Camp life— The archaeology camp is set up to be a communal living situation. All students will be expected to adjust accordingly and will be graded as to their cooperation and conservation.
Food: Local cooks are hired to prepare Belizean-style food for meals. Special diet needs are difficult to accommodate, and should not be expected. However, we have found that in general vegetarians diets work okay if you eat eggs and dairy.
Breakfast: beans, eggs, oatmeal, boiled plantains, cheese, buns, tortillas, fruit
(e.g. watermelon or bananas), coffee, tea
Lunch: peanut butter and jelly sandwiches, canned tuna, canned meat
products, breakfast leftovers, fruit, tortillas, buns
Dinner: beans, rice, vegetables, chicken, beef, or pork, and fruit
Drinks: filtered water is available 24 hours/day every day, "Kool-Aid", or
similar, is also available for free, and bottled water
bottled water and
sodas are available for purchase
sodas are available for purchase
Camp Chores: Camp chores will be assigned to each student on a rotating weekly basis.

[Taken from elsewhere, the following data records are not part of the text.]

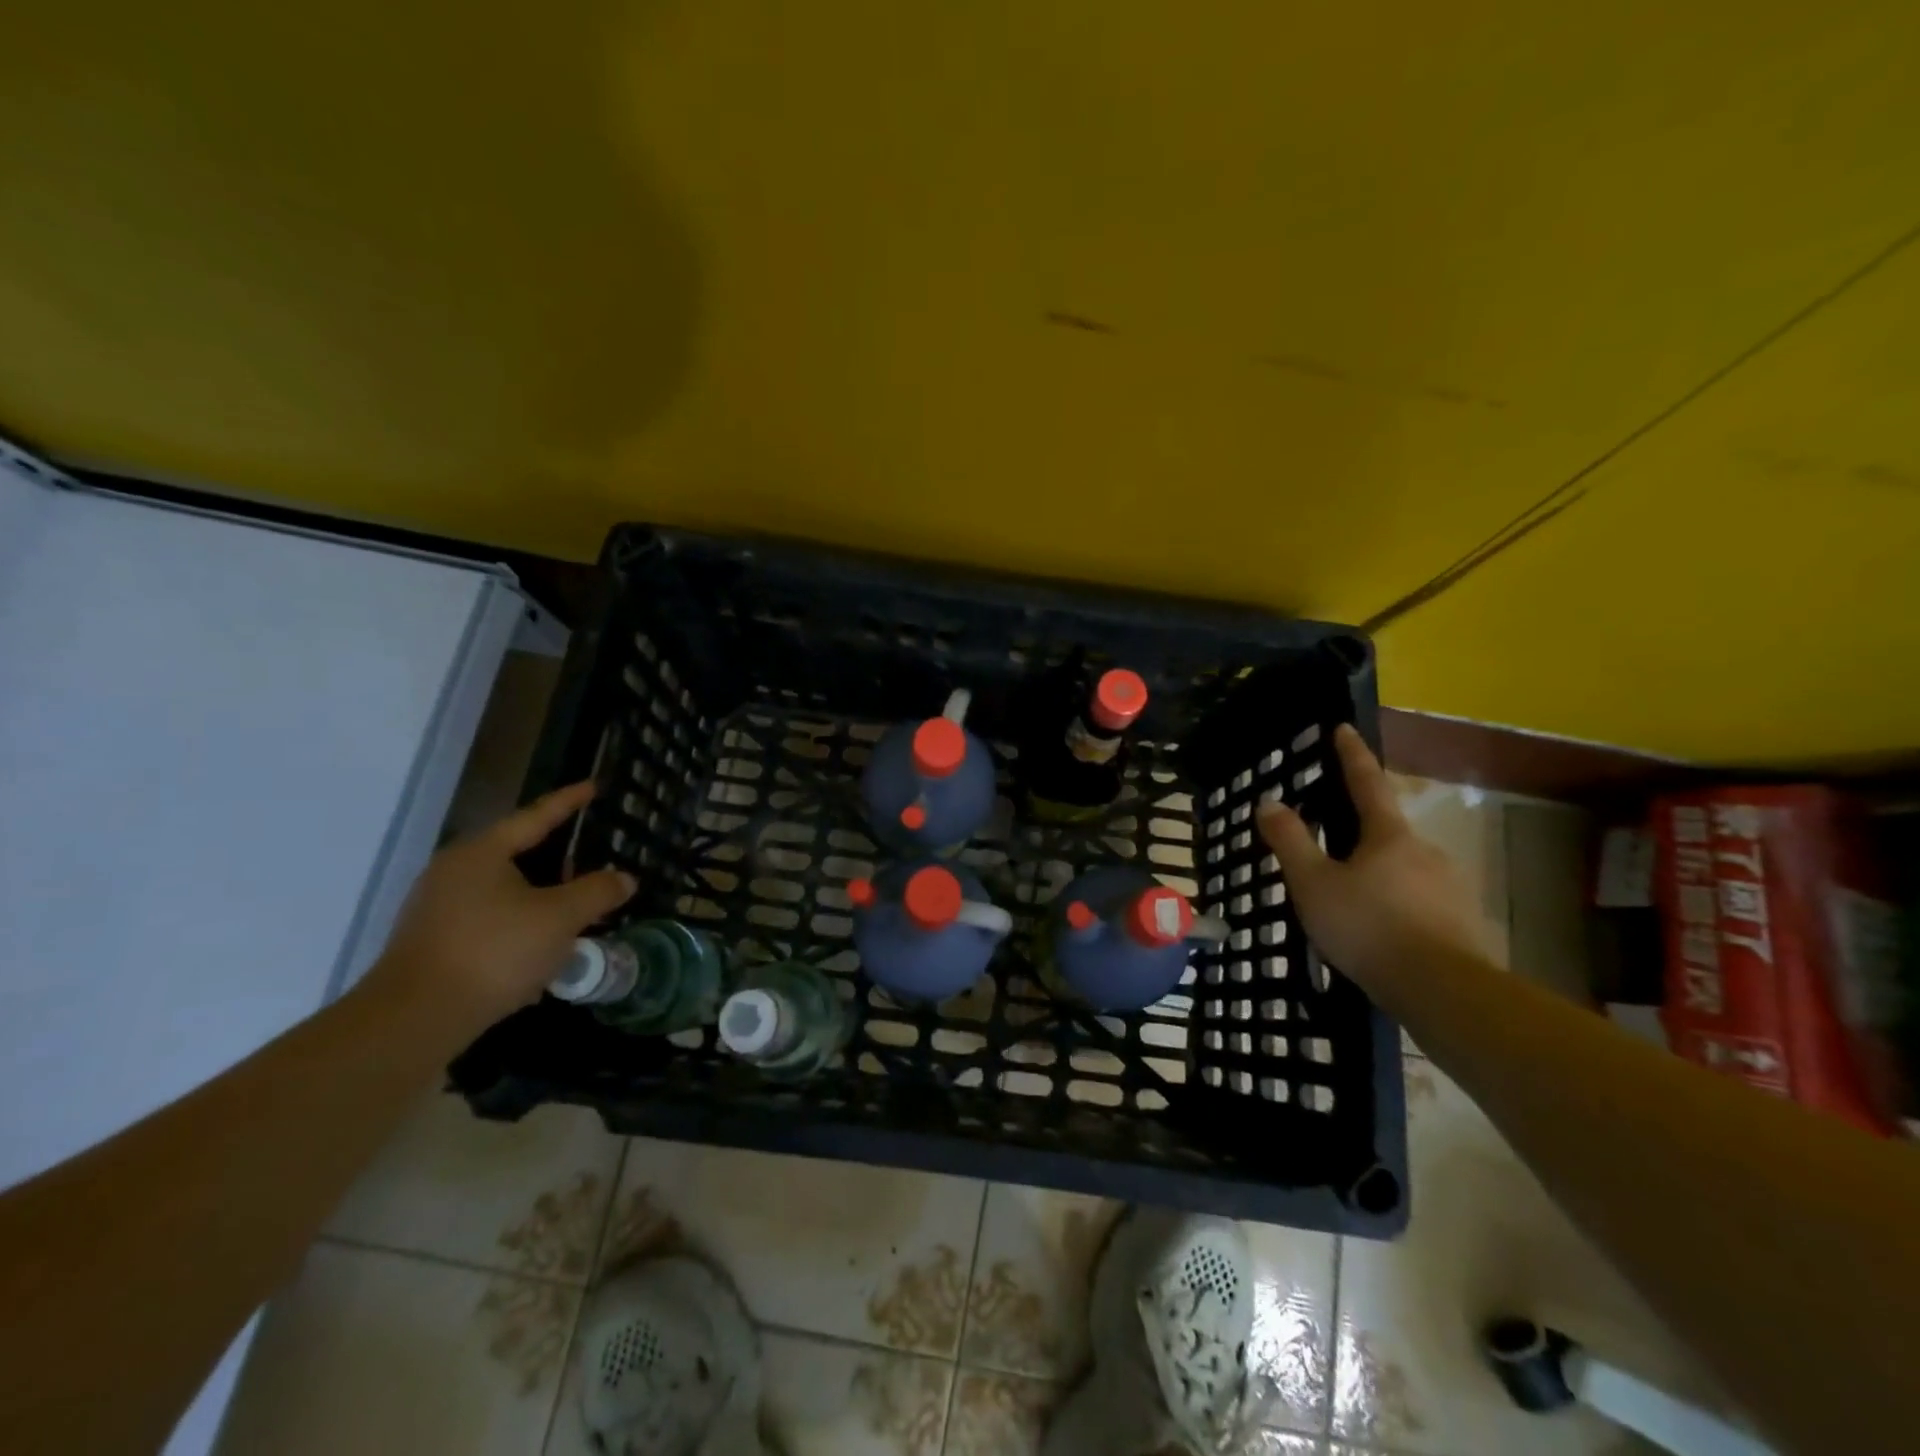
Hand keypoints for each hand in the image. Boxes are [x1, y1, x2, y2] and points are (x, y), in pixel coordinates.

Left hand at [367, 781, 636, 1029]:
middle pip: (516, 851)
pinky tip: (542, 944)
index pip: (535, 816)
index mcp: (482, 853)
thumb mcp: (560, 918)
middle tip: (592, 855)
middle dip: (557, 855)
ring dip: (540, 894)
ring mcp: (439, 907)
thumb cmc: (494, 952)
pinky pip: (490, 917)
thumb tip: (624, 878)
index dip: (568, 802)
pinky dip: (520, 921)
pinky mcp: (434, 941)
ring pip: (504, 888)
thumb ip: (597, 892)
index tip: (592, 786)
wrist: (414, 1020)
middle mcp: (454, 871)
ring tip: (573, 904)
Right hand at [1255, 725, 1486, 990]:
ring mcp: (1450, 886)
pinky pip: (1420, 901)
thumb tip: (1269, 801)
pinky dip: (1397, 905)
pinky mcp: (1463, 921)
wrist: (1444, 992)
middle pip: (1387, 830)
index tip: (1344, 728)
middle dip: (1361, 833)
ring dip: (1379, 874)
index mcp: (1389, 835)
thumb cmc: (1369, 928)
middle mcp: (1426, 851)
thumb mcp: (1314, 884)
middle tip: (1332, 848)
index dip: (1352, 755)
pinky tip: (1381, 931)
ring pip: (1404, 869)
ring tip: (1351, 902)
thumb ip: (1291, 842)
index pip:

Camp chores include camp clean up, kitchen cleaning duty, washing dinner dishes, sweeping dorm and lab, vehicle maintenance (supervised), recording water storage tank levels, and taking compostable trash to the eco- friendly biodegradable trash pit. Students are expected to be able to cooperate in the carrying out of their camp duties and will be graded accordingly.
Health- PLEASE CONSULT WITH ELON INTERNATIONAL PROGRAMS FOR INFORMATION ON REQIRED INTERNATIONAL TRAVEL HEALTH INSURANCE
Students should be sure that recent medical and dental exams demonstrate that you are in good health before travel.
Immunizations: No immunizations are required, but please consult with your physician or a travel medicine specialist
Malaria prevention: Preventive malaria medication is also not required but in Belize you may be at risk for contracting Malaria. Please consult a travel health professional to decide if you should take preventative medication.
What to bring-
You will need to have a passport and 2-3 copies of the photo page (one to be turned in to Dr. Trachman).